Given information –
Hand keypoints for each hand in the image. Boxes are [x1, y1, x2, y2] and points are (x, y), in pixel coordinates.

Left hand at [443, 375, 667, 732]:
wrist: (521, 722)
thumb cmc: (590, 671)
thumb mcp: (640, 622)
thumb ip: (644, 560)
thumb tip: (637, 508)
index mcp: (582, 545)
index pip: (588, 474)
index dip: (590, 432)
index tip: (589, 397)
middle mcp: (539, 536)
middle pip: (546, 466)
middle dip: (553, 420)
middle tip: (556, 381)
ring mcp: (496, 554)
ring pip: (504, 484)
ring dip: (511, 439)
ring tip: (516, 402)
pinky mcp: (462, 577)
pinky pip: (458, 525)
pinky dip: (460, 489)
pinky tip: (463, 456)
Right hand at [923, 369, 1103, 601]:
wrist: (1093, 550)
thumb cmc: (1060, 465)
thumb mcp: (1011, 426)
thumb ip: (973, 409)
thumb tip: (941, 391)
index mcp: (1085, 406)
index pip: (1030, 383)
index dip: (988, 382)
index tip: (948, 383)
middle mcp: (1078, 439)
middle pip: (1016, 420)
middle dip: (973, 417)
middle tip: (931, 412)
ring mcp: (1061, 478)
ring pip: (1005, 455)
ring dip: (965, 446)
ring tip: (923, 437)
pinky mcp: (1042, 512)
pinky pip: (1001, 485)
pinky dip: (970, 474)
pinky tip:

Work instructions –
Look over the listing above. Pick out and copy every line that includes "ring".

Answer to this exercise –
ring mcp: (496, 554)
ring pip: (504, 484)
ring dip: (511, 439)
ring tip: (516, 402)
ring mcp: (1061, 478)
ring pip: (1005, 455)
ring dip: (965, 446)
ring tip: (923, 437)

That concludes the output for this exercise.